In spite of these challenges, there are many ways educators can create a great place to work for their employees. Here are six common human resource issues in education every school district and university should keep on their radar.
Issue 1: Recruiting & Hiring Qualified Teachers
Every school is in the market for the most qualified teachers. Unfortunately, when it comes to the most capable educators, there usually aren’t enough to go around. Recruiting and hiring can be a challenge. Causes for this include:
- A limited hiring schedule
- An ongoing teacher shortage
- Exclusive hiring environments
- Difficulties in predicting hiring needs
Navigating a Limited Hiring Schedule
While other industries have the luxury of hiring at all times of the year, most schools have a short hiring season. While it varies between types of schools, hiring usually starts in April or May and ends in August.
Facing the Teacher Shortage
The United States is amid a nearly decade-long teacher shortage. The demand for teachers continues to rise, as more students enroll in schools each year, but there aren’t enough teachers to meet this demand.
To combat the shortage, some school districts have resorted to hiring under-qualified teachers—individuals who have a college degree but no official teacher training. While this method may put a teacher in the classroom, it does so at a cost..
Unqualified teachers cause instability in the teacher workforce, as they frequently resign prematurely or leave after a single year of teaching. Students also feel the negative effects, as high teacher turnover rates can affect the quality of education they receive.
Creating Inclusive Hiring Environments
Hiring departments need to mitigate the effect biases can have on the hiring process. That includes:
- Name bias
These biases need to be addressed at all points of the hiring process, including in interview questions and job requirements. For example, requiring teachers to have a “neutral accent” when speaking English, which is common in international education, could be considered biased.
Planning for Variable Hiring Needs
Most schools only have a slim idea of their needs during the hiring season. Some needs can be predicted, such as teachers retiring or the establishment of new educational programs. However, other needs are not so easily anticipated.
- Teachers being terminated
- Teachers resigning unexpectedly
- Teachers backing out of renewal commitments because they received another offer
- Districts cutting funding to a particular program
As with other industries, recruiting issues often occur after other issues lead to an increase in turnover.
Issue 2: Communicating With Teachers Unions
Teachers unions allow teachers to maintain a strong, unified body of individuals who are passionate about improving their school systems. The unions organize and present teacher demands, which may include:
- Better pay
- More compensation for classroom supplies
- Improved health benefits
Unions also help protect school systems from unwise decisions made by administrators or city officials. A decision made by an inexperienced administrator could have drastic unintended consequences. The collective experience of teachers within a union can offer enough insight to highlight why a new policy may be a bad idea.

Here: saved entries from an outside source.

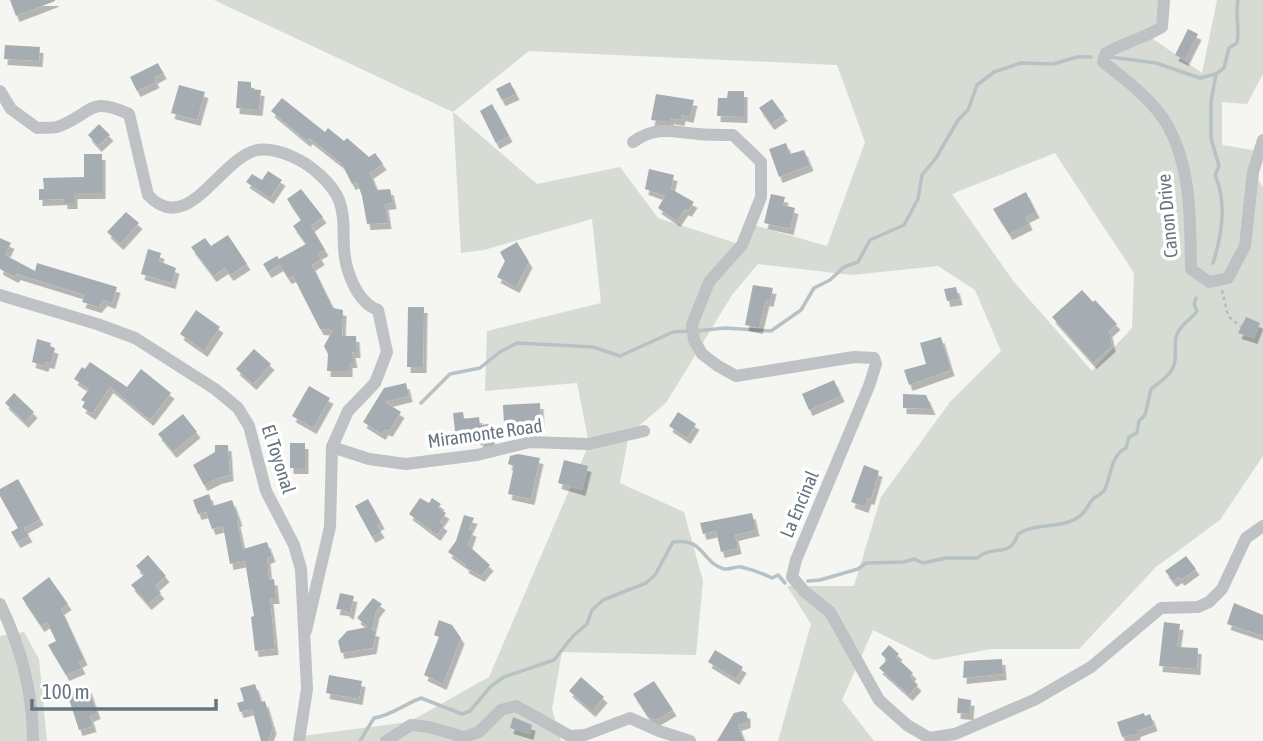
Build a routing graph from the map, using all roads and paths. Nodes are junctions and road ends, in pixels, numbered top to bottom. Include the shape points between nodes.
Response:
1 (1164, 0) edge
2 (0, 91) edge
3 (1263, 140) edge
4 (633, 142) dead end
5 (1221, 279) junction
6 (0, 295) edge
7 (1241, 327) dead end
8 (644, 431) dead end
9 (331, 447) junction
10 (1263, 526) edge
11 (0, 604) edge
12 (306, 631) junction
13 (33, 741) edge
14 (299, 741) edge
15 (386, 741) edge
16 (690, 741) edge

1 - 5 street, Canon Drive via 1162,27 1106,53 1103,62 1168,126 1184,169 1191,269 1209,282
2 - 9 street via 11,109 37,128 62,125 99,105 130,114 148,195 167,207 180,207 198,198 241,157 260,149 292,156 324,180 342,209 350,277 364,301 378,310 387,352 375,383 348,411
3 - 5 street via 1253,172 1245,246 1228,278
4 - 10 street, La Encinal via 665,129 733,135 761,162 761,197 742,245 709,282 692,325 702,354 736,376 854,357 874,358 869,386 792,577 830,612 879,700 907,725 929,738 955,734 1034,699 1091,667 1161,608 1198,607 1209,602 1222,589 1246,538
5 - 7 path via 1228,316
6 - 12 street, El Toyonal via 135,338 238,408 249,426 266,491 294,545 301,569
8 - 9 street, Miramonte Road via 590,444 530,442 477,455 405,464
9 - 12 street via 330,527
11 - 13 street via 20,650 32,707
12 - 14 street, El Toyonal via 307,690
15 - 16 street via 411,725 464,737 479,732 501,710 516,706 570,736 585,736 630,718

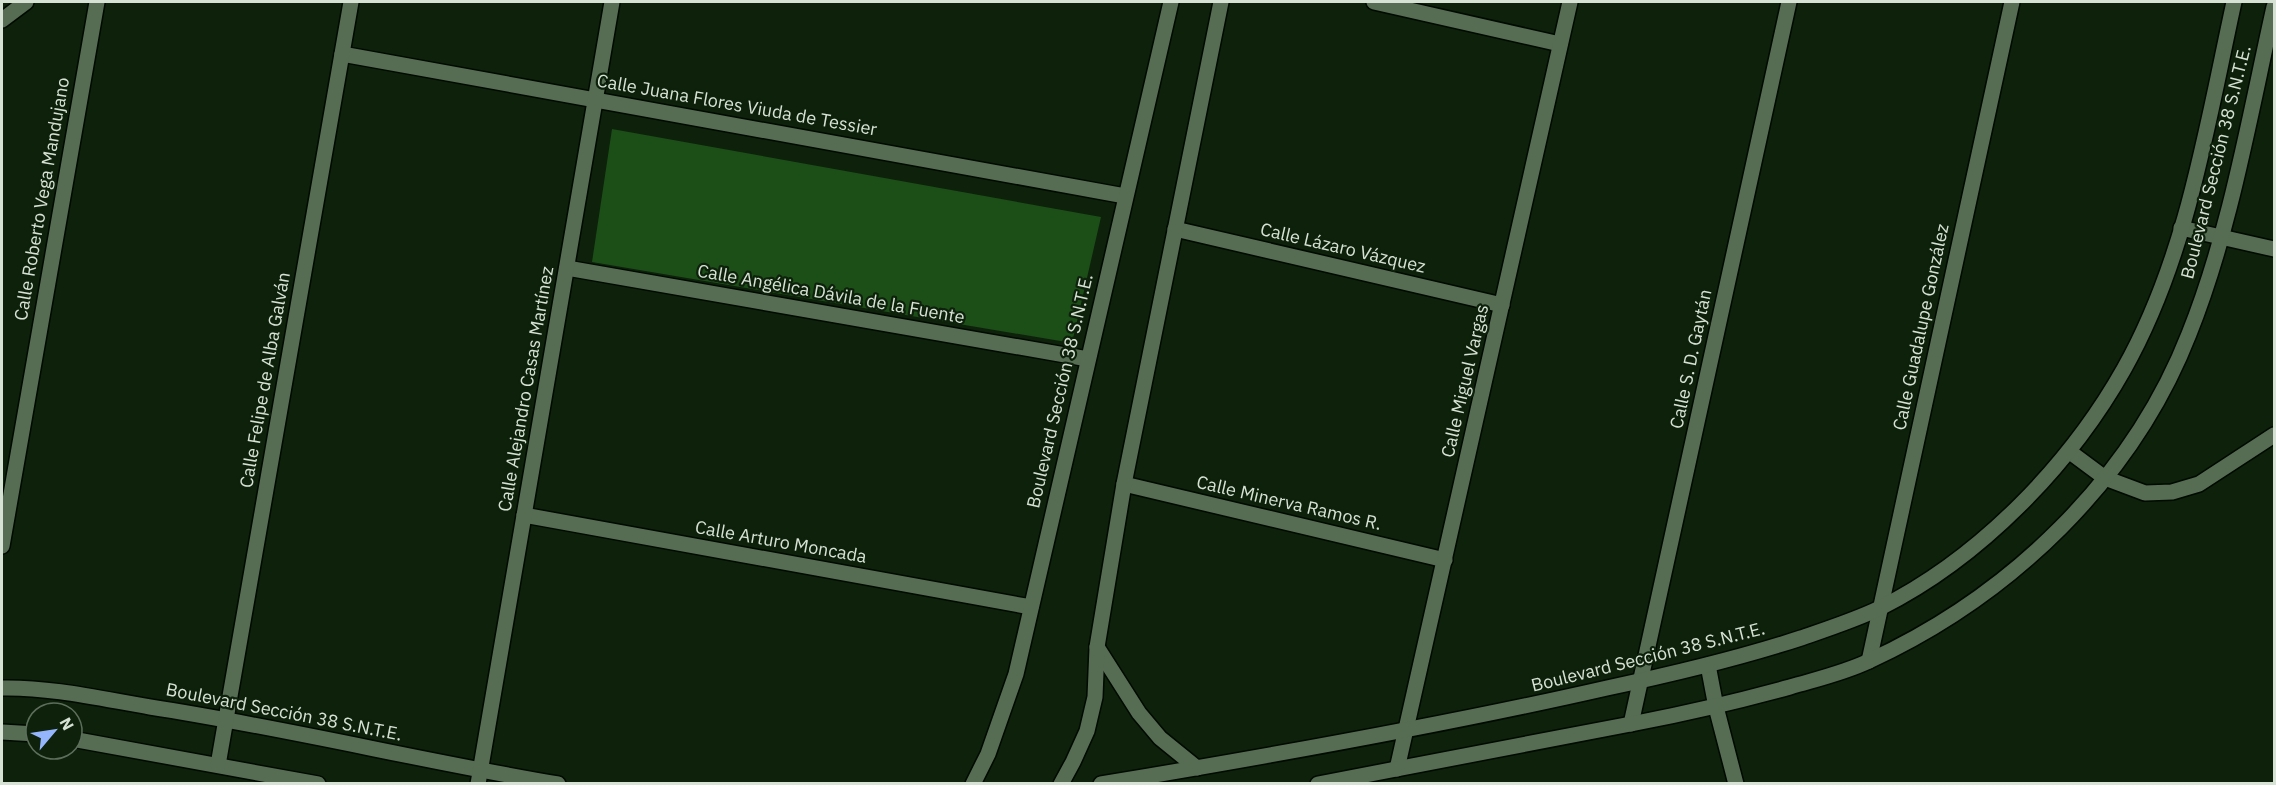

All of this suggests that teachers unions are beneficial for teachers and communities alike. Enabling effective communication between unions, the community, and the administration is an important responsibility for HR in education. This includes::
- Understanding wants and needs on all sides
- Informing unions when and why changes are made to their school districts
- Creating an open channel of discussion and feedback to ensure every voice is heard
Issue 3: Planning Payroll & Benefit Packages
Payroll planning is a staple of every HR department, though most people are aware of teachers’ less-than-ideal salaries. On average, teachers are paid 30 percent less than other college graduates, a pattern spurred by constant budget cuts at both the federal and state levels.
Salaries and Benefits
HR departments in education must be able to offer competitive salaries amid small budgets. After all, teachers want to be paid enough to at least cover the cost of their education degree.
HR professionals must also work with their school district to organize enticing health benefit packages. This requires a lot of coordination with different parties to settle on salaries and benefits that can adequately satisfy teacher needs.
Because most teachers only work around 10 months out of a calendar year, there are different payment options available to them.
For example, some teachers may choose to only be paid during their 10 working months, while others choose to receive smaller paychecks throughout the entire year. You will have to work with each teacher in your district or facility to help them decide which payment schedule they would prefer.
Issue 4: Enabling Professional Development
Teachers must constantly adapt their teaching styles, skills, and knowledge. Additionally, they may just want to learn new job-related skills they missed out on during their education. HR departments can offer that experience through workshops and development programs.
Teacher Training Programs
Because there are so many different subjects taught at schools, it can be difficult to find training programs applicable to every field of study. After all, what might be an effective teaching strategy in a science lab may not work as well during an English lecture. HR professionals in education will either need to organize subject-specific training or programs that are universally applicable.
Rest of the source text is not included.